Required action: Quote all of the data below exactly, please.

Data:
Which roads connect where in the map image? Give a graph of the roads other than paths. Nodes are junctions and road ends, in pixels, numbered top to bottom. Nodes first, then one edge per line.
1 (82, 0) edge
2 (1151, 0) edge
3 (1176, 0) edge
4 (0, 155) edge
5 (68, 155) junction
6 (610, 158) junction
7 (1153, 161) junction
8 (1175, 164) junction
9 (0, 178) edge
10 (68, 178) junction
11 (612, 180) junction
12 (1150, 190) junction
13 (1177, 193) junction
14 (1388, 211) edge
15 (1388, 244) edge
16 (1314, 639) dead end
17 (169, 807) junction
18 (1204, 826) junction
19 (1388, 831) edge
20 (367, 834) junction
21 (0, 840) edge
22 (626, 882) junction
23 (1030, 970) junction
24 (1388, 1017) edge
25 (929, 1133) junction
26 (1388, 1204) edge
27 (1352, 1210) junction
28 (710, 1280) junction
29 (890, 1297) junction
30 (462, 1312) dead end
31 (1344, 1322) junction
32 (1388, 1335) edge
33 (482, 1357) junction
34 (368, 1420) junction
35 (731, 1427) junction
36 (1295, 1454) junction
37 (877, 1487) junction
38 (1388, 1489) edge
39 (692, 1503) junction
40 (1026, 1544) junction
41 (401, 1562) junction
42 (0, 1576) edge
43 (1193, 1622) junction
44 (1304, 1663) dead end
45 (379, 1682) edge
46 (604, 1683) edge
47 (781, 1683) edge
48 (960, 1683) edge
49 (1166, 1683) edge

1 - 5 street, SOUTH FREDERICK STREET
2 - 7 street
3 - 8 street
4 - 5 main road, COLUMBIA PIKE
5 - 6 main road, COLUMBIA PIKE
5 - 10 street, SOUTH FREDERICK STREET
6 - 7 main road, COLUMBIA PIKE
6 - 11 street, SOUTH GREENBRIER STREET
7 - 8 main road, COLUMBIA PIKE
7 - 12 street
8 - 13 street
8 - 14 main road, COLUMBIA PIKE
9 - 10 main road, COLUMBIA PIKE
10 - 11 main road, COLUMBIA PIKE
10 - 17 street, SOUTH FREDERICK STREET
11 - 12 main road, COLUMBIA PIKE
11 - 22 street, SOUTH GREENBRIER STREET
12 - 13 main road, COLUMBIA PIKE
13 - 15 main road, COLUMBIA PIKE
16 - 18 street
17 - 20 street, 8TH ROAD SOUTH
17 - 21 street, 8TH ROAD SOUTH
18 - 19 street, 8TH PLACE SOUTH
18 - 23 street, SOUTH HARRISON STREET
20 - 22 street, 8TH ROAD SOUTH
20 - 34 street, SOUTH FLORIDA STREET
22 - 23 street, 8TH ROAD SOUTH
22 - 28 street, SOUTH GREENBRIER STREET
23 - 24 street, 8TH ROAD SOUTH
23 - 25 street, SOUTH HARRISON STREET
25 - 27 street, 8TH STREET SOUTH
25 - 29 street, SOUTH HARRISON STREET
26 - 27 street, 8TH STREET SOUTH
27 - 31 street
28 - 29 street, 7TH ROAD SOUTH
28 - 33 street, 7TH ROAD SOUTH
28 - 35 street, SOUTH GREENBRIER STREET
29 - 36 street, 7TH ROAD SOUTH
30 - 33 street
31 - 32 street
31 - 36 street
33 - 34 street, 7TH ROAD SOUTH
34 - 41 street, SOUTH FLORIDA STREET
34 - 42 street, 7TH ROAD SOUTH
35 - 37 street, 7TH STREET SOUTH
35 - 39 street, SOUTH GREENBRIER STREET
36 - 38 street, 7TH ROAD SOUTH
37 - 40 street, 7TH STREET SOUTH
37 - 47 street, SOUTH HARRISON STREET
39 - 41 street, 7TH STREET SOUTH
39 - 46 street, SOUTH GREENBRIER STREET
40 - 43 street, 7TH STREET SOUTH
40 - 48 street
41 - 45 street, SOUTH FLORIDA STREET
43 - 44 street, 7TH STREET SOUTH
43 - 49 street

Exercise answer:
Which roads connect where in the map image? Give a graph of the roads other than paths. Nodes are junctions and road ends, in pixels, numbered top to bottom. Nodes first, then one edge per line.
1 (82, 0) edge
2 (1151, 0) edge
3 (1176, 0) edge
4 (0, 155) edge
5 (68, 155) junction
6 (610, 158) junction
7 (1153, 161) junction
8 (1175, 164) junction
9 (0, 178) edge
10 (68, 178) junction
11 (612, 180) junction
12 (1150, 190) junction
13 (1177, 193) junction
14 (1388, 211) edge
15 (1388, 244) edge
16 (1314, 639) dead end
17 (169, 807) junction
18 (1204, 826) junction
19 (1388, 831) edge
20 (367, 834) junction
21 (0, 840) edge
22 (626, 882) junction
23 (1030, 970) junction
24 (1388, 1017) edge
25 (929, 1133) junction
26 (1388, 1204) edge
27 (1352, 1210) junction
28 (710, 1280) junction
29 (890, 1297) junction
30 (462, 1312) dead end
31 (1344, 1322) junction
32 (1388, 1335) edge
33 (482, 1357) junction
34 (368, 1420) junction
35 (731, 1427) junction
36 (1295, 1454) junction
37 (877, 1487) junction
38 (1388, 1489) edge
39 (692, 1503) junction
40 (1026, 1544) junction
41 (401, 1562) junction
42 (0, 1576) edge
43 (1193, 1622) junction
44 (1304, 1663) dead end
45 (379, 1682) edge
46 (604, 1683) edge
47 (781, 1683) edge
48 (960, 1683) edge
49 (1166, 1683) edge

1 - 5 street, SOUTH FREDERICK STREET
2 - 7 street
3 - 8 street
4 - 5 main road, COLUMBIA PIKE
5 - 6 main road, COLUMBIA PIKE
5 - 10 street, SOUTH FREDERICK STREET
6 - 7 main road, COLUMBIA PIKE
6 - 11 street, SOUTH GREENBRIER STREET
7 - 8 main road, COLUMBIA PIKE
7 - 12 street
8 - 13 street
8 - 14 main road, COLUMBIA PIKE
9 - 10 main road, COLUMBIA PIKE
10 - 11 main road, COLUMBIA PIKE
10 - 17 street, SOUTH FREDERICK STREET
11 - 12 main road, COLUMBIA PIKE
11 - 22 street, SOUTH GREENBRIER STREET
12 - 13 main road, COLUMBIA PIKE
13 - 15 main road, COLUMBIA PIKE
16 - 18 street
17 - 20 street, 8TH ROAD SOUTH
17 - 21 street, 8TH ROAD SOUTH
18 - 19 street, 8TH PLACE SOUTH
18 - 23 street, SOUTH HARRISON STREET
20 - 22 street, 8TH ROAD SOUTH
20 - 34 street, SOUTH FLORIDA STREET
22 - 23 street, 8TH ROAD SOUTH
22 - 28 street, SOUTH GREENBRIER STREET
23 - 24 street, 8TH ROAD SOUTH
23 - 25 street, SOUTH HARRISON STREET
25 - 27 street, 8TH STREET SOUTH
25 - 29 street, SOUTH HARRISON STREET
26 - 27 street, 8TH STREET SOUTH
27 - 31 street
28 - 29 street, 7TH ROAD SOUTH
28 - 33 street, 7TH ROAD SOUTH
28 - 35 street, SOUTH GREENBRIER STREET
29 - 36 street, 7TH ROAD SOUTH
30 - 33 street
31 - 32 street
31 - 36 street
33 - 34 street, 7TH ROAD SOUTH
34 - 41 street, SOUTH FLORIDA STREET
34 - 42 street, 7TH ROAD SOUTH
35 - 37 street, 7TH STREET SOUTH
35 - 39 street, SOUTH GREENBRIER STREET
36 - 38 street, 7TH ROAD SOUTH
37 - 40 street, 7TH STREET SOUTH
37 - 47 street, SOUTH HARRISON STREET
39 - 41 street, 7TH STREET SOUTH
39 - 46 street, SOUTH GREENBRIER STREET
40 - 43 street, 7TH STREET SOUTH
40 - 48 street
41 - 45 street, SOUTH FLORIDA STREET
43 - 44 street, 7TH STREET SOUTH
43 - 49 street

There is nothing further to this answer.